The monsoon could bring much-needed relief from the sweltering summer heat. However, it also brings with it the dreadful epidemic of mosquito-borne illnesses such as malaria and dengue every year. Dengue is in the media and among hospital patients at the moment as the deadly disease is affecting a growing percentage of the Indian populace.
Dengue also has been exhibiting several alarming signs, including the severe dengue haemorrhage syndrome, which has recently claimed the life of an ophthalmologist aged 28 located in Kolkata. According to research conducted by Marissa Alejandria, Section of Infectious Diseases, University of the Philippines, severe dengue hemorrhagic illness is characterized by intense bleeding, plasma leakage, diminished senses, and inflammation of the heart muscles.
What is Dengue Hemorrhage Shock Syndrome (DHSS)?
We all know that dengue fever is defined by the sudden appearance of madness that is high, an itch, intense body pain, and a rapid drop in platelet counts. Dengue can also exhibit common signs and symptoms that are not as well-known, including abdominal pain, discomfort, constant vomiting and clinical fluid accumulation, mucosal bleeding, lurgy and restlessness, liver enlargement, and a decrease in the number of red blood cells.
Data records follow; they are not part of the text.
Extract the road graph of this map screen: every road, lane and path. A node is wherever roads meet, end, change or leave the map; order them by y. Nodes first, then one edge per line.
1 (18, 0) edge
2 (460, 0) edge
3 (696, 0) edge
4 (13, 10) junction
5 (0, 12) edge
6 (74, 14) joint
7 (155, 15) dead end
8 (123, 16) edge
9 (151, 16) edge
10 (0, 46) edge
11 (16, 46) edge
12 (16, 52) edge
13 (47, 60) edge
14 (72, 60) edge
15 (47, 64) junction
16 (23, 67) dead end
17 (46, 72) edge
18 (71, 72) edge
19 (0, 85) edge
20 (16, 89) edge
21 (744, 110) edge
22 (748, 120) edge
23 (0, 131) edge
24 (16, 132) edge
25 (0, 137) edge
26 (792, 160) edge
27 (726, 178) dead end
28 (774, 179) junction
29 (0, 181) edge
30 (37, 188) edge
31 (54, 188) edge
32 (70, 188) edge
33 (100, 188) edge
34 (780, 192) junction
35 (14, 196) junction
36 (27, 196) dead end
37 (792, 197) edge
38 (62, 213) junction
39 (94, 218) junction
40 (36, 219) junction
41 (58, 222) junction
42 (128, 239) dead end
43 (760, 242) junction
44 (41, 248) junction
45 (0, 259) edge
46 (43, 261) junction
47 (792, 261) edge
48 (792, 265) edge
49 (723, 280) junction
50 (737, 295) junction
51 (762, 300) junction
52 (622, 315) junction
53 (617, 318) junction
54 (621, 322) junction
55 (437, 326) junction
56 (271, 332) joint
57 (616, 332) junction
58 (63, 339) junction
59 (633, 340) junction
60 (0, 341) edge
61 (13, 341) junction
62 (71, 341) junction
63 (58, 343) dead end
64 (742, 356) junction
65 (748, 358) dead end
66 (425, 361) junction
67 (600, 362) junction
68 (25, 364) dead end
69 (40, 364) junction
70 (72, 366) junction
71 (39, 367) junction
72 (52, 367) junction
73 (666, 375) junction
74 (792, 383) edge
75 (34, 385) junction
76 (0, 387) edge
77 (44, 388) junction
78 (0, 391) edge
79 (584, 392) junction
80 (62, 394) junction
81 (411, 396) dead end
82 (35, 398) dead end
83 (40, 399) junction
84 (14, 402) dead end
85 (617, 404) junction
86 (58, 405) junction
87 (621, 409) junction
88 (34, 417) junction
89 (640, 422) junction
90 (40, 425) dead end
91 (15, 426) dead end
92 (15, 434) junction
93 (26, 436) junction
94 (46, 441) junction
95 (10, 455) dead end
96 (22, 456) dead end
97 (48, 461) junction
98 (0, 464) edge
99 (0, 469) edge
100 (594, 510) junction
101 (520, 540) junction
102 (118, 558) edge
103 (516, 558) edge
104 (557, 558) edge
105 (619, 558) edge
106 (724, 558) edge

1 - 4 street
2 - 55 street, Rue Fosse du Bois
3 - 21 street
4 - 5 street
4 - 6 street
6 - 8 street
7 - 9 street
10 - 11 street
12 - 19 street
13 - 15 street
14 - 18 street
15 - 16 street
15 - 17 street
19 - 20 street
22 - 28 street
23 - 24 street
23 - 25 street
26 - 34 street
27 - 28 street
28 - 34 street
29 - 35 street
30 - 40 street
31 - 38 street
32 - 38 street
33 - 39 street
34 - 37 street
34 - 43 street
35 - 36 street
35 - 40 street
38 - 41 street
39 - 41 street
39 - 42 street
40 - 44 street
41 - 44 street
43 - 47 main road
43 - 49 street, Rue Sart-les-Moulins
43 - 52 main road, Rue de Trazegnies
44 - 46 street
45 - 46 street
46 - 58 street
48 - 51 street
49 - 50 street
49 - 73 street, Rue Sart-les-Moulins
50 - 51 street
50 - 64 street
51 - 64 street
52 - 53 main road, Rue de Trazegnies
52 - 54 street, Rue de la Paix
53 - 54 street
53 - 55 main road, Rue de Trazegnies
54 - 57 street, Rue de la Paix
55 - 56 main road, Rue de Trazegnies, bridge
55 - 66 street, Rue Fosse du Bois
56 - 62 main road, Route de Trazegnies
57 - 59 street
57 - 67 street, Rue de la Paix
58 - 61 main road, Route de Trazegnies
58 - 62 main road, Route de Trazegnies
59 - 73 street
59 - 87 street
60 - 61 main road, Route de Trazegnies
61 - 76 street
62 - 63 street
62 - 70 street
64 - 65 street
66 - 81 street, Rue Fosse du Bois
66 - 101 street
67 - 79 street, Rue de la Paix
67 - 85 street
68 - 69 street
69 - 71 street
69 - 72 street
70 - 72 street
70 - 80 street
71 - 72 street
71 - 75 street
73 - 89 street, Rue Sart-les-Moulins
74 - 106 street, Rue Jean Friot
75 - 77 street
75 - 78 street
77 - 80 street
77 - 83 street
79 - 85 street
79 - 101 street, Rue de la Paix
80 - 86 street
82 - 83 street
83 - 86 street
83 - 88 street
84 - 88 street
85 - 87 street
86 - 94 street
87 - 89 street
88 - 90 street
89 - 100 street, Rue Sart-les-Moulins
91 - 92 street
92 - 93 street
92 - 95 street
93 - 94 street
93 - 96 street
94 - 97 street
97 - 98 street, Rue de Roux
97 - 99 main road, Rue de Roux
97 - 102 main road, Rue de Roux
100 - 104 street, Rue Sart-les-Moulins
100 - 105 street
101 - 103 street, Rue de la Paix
But, if dengue fever gets extreme, it may result in dengue shock syndrome, which is fatal due to its death rate of 20 percent. The severe symptoms of DHSS could put the body into a state of shock and breathing difficulties and is a significant cause of hospitalization as well as death among children.
The most severe dengue type begins showing warning signs as early as the second or first day that dengue fever is present by showing signs of symptoms like inexplicably painful stomach, constant vomiting, blood leaking from the nasal or gums or urine, blood in the vomit or stools or bleeding on the skin, difficulties or fast breathing, fatigue, and restlessness or irritability.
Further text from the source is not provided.